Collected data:
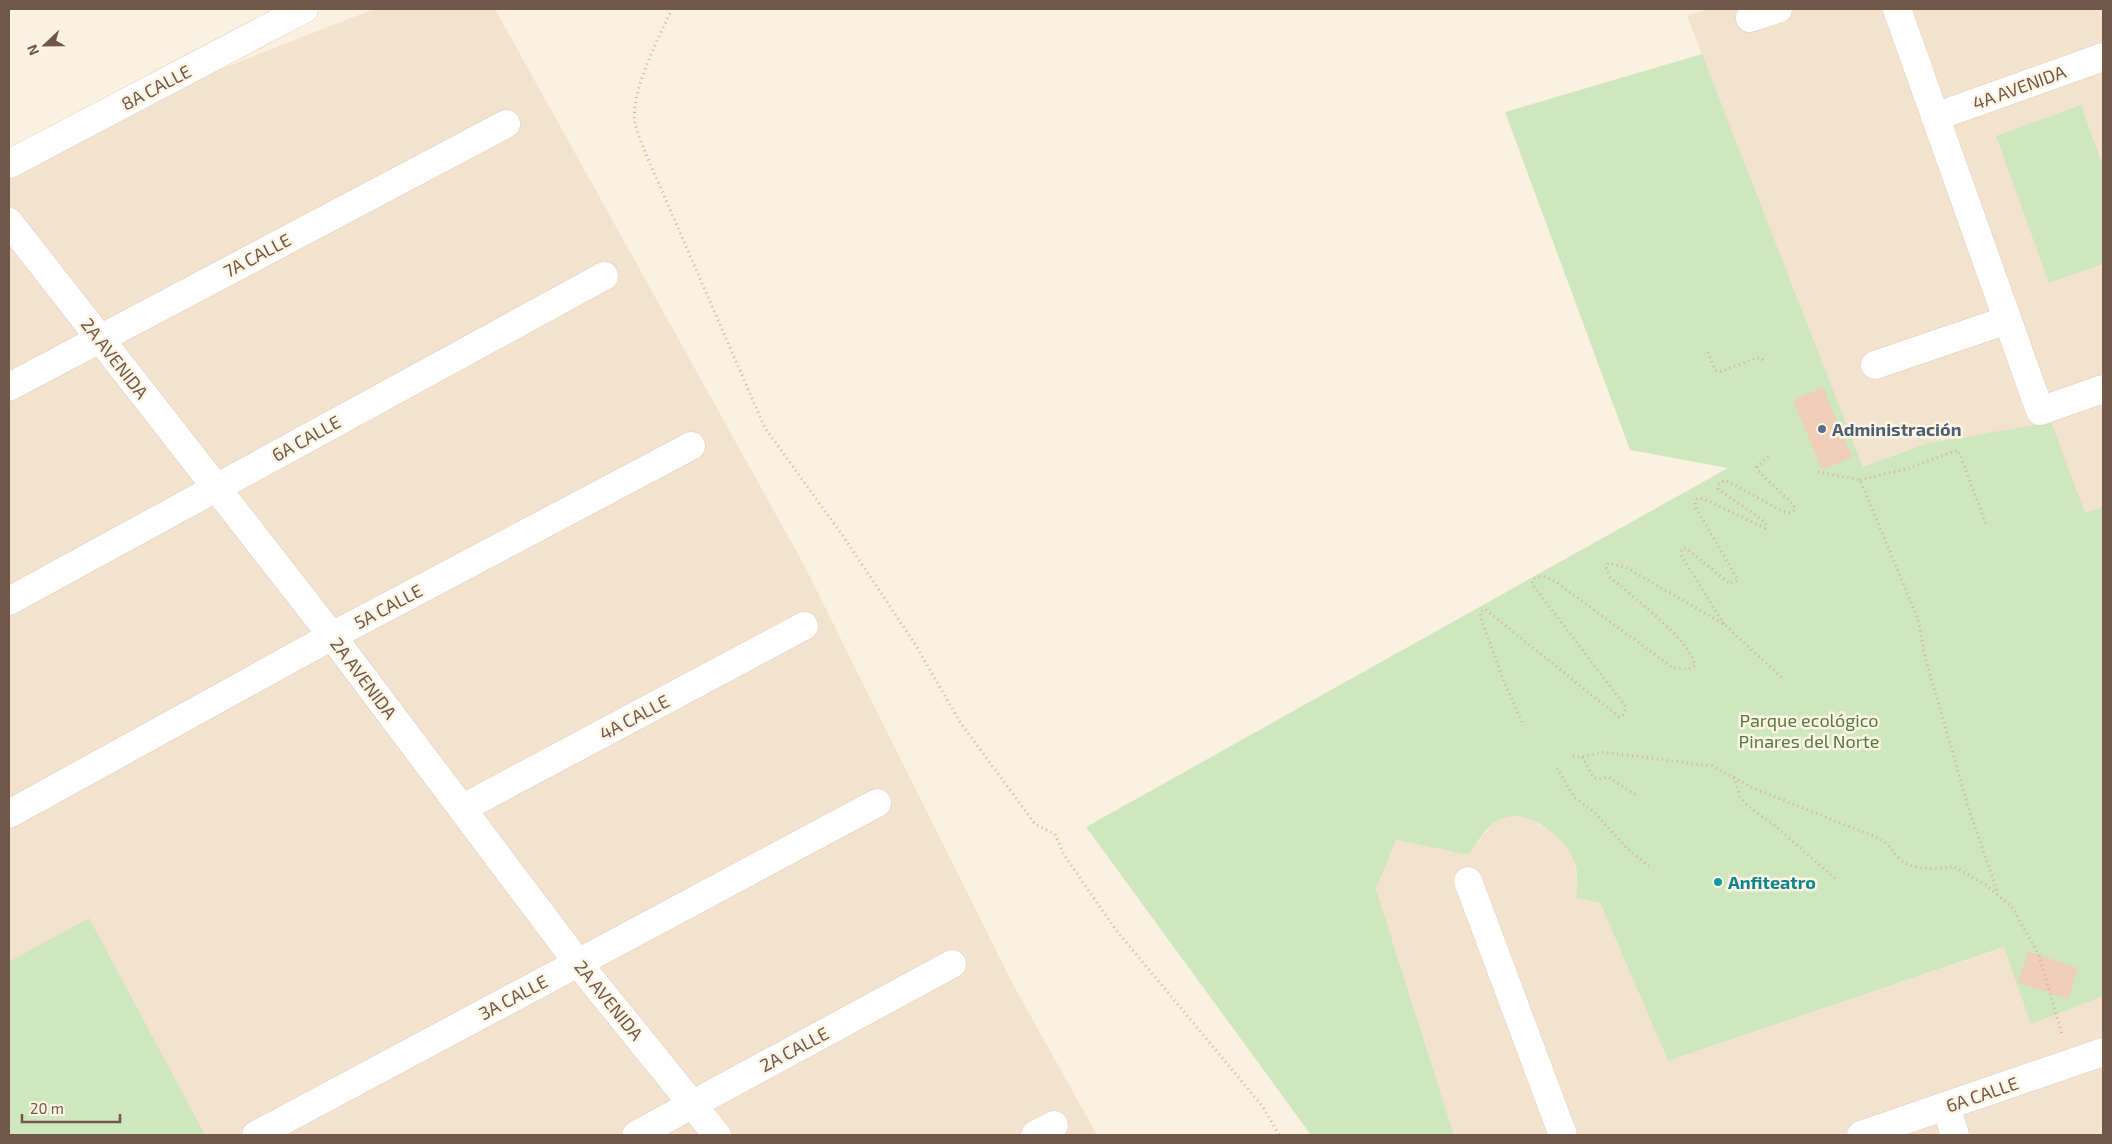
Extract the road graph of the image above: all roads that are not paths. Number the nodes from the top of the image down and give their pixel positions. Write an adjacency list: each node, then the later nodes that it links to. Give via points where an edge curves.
1 (304, 9): 8 (street, 8A CALLE)
2 (1778, 9): 4 (street)
3 (1897, 9): 6 (street)
4 (1750, 18)
5 (2103, 56): 6 (street, 4A AVENIDA)
6 (1935, 116): 11 (street)
7 (506, 124): 12 (street, 7A CALLE)
8 (9, 164)
9 (9, 222): 12 (street, 2A AVENIDA)
10 (604, 276): 17 (street, 6A CALLE)
11 (2007, 320): 13 (street); 15 (street, via 2040,411)
12 (100, 338): 14 (street, 7A CALLE); 17 (street, 2A AVENIDA)
13 (1875, 365)
14 (9, 387)
15 (2103, 389)
16 (691, 446): 20 (street, 5A CALLE)
17 (216, 487): 18 (street, 6A CALLE); 20 (street, 2A AVENIDA)
18 (9, 601)
19 (804, 626): 22 (street, 4A CALLE)
20 (332, 636): 22 (street, 2A AVENIDA); 23 (street, 5A CALLE)
21 (876, 803): 25 (street, 3A CALLE)
22 (463, 808): 25 (street, 2A AVENIDA)
23 (9, 814)
24 (1468, 881): 33 (street)
25 (578, 963): 28 (street, 2A AVENIDA); 30 (street, 3A CALLE)
26 (952, 964): 28 (street, 2A CALLE)
27 (2103, 1052): 29 (street, 6A CALLE)
28 (693, 1104): 31 (street, 2A CALLE); 32 (street, 2A AVENIDA)
29 (1946, 1106): 34 (street, 6A CALLE); 35 (street)
30 (256, 1135)
31 (636, 1135)
32 (717, 1135)
33 (1563, 1135)
34 (1860, 1135)
35 (1955, 1135)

= Brief =
Copy out every entry above, character for character, excluding pictures.

= Solution for this task =
Extract the road graph of the image above: all roads that are not paths. Number the nodes from the top of the image down and give their pixel positions. Write an adjacency list: each node, then the later nodes that it links to. Give via points where an edge curves.
1 (304, 9): 8 (street, 8A CALLE)
2 (1778, 9): 4 (street)
3 (1897, 9): 6 (street)
4 (1750, 18)
5 (2103, 56): 6 (street, 4A AVENIDA)
6 (1935, 116): 11 (street)
7 (506, 124): 12 (street, 7A CALLE)
8 (9, 164)
9 (9, 222): 12 (street, 2A AVENIDA)
10 (604, 276): 17 (street, 6A CALLE)
11 (2007, 320): 13 (street); 15 (street, via 2040,411)
12 (100, 338): 14 (street, 7A CALLE); 17 (street, 2A AVENIDA)
13 (1875, 365)
14 (9, 387)
15 (2103, 389)
16 (691, 446): 20 (street, 5A CALLE)
17 (216, 487): 18 (street, 6A CALLE); 20 (street, 2A AVENIDA)
18 (9, 601)
19 (804, 626): 22 (street, 4A CALLE)
20 (332, 636): 22 (street, 2A AVENIDA); 23 (street, 5A CALLE)
21 (876, 803): 25 (street, 3A CALLE)
22 (463, 808): 25 (street, 2A AVENIDA)
23 (9, 814)
24 (1468, 881): 33 (street)
25 (578, 963): 28 (street, 2A AVENIDA); 30 (street, 3A CALLE)
26 (952, 964): 28 (street, 2A CALLE)
27 (2103, 1052): 29 (street, 6A CALLE)
28 (693, 1104): 31 (street, 2A CALLE); 32 (street, 2A AVENIDA)
29 (1946, 1106): 34 (street, 6A CALLE); 35 (street)
30 (256, 1135)
31 (636, 1135)
32 (717, 1135)
33 (1563, 1135)
34 (1860, 1135)
35 (1955, 1135)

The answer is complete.